Setting variable to NULL after free

114,024

Solution 1

Setting unused pointers to NULL is a defensive style, protecting against dangling pointer bugs. If a dangling pointer is accessed after it is freed, you may read or overwrite random memory. If a null pointer is accessed, you get an immediate crash on most systems, telling you right away what the error is.

For local variables, it may be a little bit pointless if it is "obvious" that the pointer isn't accessed anymore after being freed, so this style is more appropriate for member data and global variables. Even for local variables, it may be a good approach if the function continues after the memory is released.

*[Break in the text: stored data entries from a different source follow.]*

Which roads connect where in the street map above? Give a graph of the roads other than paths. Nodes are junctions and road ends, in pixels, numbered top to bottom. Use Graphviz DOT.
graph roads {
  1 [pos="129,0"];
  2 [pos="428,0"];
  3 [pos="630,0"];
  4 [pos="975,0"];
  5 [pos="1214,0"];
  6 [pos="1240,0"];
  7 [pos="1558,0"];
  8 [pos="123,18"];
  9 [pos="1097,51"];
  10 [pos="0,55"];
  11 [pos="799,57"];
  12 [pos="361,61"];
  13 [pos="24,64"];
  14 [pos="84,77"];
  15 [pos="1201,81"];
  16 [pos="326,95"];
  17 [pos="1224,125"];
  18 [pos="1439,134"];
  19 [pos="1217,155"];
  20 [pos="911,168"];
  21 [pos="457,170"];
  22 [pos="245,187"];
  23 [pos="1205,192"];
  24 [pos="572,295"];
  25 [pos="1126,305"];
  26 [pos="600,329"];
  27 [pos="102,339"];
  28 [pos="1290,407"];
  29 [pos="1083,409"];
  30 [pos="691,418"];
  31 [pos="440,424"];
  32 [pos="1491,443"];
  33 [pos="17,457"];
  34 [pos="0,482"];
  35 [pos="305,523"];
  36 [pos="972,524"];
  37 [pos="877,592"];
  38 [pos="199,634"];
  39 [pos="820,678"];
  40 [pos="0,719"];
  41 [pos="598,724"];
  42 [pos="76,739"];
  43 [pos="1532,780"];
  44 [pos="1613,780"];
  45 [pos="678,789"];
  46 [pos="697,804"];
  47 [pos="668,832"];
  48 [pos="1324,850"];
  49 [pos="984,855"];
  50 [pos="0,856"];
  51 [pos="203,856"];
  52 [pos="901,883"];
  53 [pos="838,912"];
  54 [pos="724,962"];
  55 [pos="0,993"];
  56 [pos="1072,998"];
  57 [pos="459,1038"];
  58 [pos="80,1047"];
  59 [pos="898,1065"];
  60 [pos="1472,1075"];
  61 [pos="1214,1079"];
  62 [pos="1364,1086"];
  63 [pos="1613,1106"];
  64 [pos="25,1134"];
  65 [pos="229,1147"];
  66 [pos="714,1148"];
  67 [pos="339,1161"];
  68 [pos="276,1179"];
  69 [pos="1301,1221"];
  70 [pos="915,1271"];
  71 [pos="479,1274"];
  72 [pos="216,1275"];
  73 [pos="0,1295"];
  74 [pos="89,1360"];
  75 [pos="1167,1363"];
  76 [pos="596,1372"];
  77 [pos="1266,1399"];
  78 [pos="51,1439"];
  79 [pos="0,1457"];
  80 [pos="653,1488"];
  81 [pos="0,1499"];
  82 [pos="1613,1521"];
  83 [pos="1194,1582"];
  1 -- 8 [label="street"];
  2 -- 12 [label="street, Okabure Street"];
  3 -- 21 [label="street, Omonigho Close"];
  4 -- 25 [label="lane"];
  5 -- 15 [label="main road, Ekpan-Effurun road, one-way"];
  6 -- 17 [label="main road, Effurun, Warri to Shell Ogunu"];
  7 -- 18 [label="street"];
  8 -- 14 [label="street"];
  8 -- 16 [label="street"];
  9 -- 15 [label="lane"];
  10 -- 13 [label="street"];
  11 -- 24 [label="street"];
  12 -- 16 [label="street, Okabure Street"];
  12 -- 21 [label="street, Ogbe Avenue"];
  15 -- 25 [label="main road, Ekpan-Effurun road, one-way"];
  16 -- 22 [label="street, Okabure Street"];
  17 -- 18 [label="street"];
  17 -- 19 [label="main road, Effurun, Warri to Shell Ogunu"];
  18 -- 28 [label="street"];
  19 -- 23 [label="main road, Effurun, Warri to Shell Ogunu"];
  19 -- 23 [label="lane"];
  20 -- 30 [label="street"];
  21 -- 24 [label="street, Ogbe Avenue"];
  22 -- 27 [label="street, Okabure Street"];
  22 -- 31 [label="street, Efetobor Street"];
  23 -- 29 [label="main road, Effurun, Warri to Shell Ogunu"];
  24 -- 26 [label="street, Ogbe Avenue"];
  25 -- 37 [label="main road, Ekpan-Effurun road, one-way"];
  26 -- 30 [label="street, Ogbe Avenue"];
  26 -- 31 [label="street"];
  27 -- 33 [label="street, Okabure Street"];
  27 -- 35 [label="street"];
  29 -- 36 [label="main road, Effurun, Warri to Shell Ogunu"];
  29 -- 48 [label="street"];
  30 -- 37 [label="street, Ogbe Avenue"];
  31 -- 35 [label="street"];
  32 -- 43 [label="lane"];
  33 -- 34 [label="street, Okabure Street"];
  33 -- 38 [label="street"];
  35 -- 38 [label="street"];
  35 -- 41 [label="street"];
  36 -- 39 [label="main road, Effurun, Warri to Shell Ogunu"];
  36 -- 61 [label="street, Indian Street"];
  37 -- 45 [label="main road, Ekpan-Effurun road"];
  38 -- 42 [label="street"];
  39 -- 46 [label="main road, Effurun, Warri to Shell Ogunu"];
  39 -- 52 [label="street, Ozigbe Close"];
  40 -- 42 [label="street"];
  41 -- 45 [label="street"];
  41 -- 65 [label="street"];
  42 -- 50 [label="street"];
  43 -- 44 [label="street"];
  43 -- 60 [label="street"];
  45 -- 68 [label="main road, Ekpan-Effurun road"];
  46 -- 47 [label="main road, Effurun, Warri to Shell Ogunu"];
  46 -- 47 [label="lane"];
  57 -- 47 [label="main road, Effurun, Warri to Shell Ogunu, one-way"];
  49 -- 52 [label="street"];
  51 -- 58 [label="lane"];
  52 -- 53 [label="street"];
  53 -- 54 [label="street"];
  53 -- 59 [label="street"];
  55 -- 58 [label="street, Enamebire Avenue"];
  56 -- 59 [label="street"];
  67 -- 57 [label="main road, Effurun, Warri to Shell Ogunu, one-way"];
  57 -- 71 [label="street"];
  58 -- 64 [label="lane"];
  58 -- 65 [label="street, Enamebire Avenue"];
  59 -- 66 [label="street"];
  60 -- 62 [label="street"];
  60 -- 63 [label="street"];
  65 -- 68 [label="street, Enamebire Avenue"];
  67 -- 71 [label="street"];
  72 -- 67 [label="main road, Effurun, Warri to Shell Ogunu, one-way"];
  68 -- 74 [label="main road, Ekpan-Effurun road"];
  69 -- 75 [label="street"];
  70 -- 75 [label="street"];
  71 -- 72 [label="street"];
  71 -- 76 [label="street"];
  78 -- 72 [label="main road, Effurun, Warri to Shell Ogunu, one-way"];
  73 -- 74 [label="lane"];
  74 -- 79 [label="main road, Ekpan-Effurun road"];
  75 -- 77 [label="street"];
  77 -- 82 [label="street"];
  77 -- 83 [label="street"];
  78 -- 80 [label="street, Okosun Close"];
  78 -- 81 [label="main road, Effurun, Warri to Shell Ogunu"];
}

To complete the style, you should also initialize pointers to NULL before they get assigned a true pointer value.

Solution 2

Most of the responses have focused on preventing a double free, but setting the pointer to NULL has another benefit. Once you free a pointer, that memory is available to be reallocated by another call to malloc. If you still have the original pointer around you might end up with a bug where you attempt to use the pointer after free and corrupt some other variable, and then your program enters an unknown state and all kinds of bad things can happen (crash if you're lucky, data corruption if you're unlucky). If you had set the pointer to NULL after free, any attempt to read/write through that pointer later would result in a segfault, which is generally preferable to random memory corruption.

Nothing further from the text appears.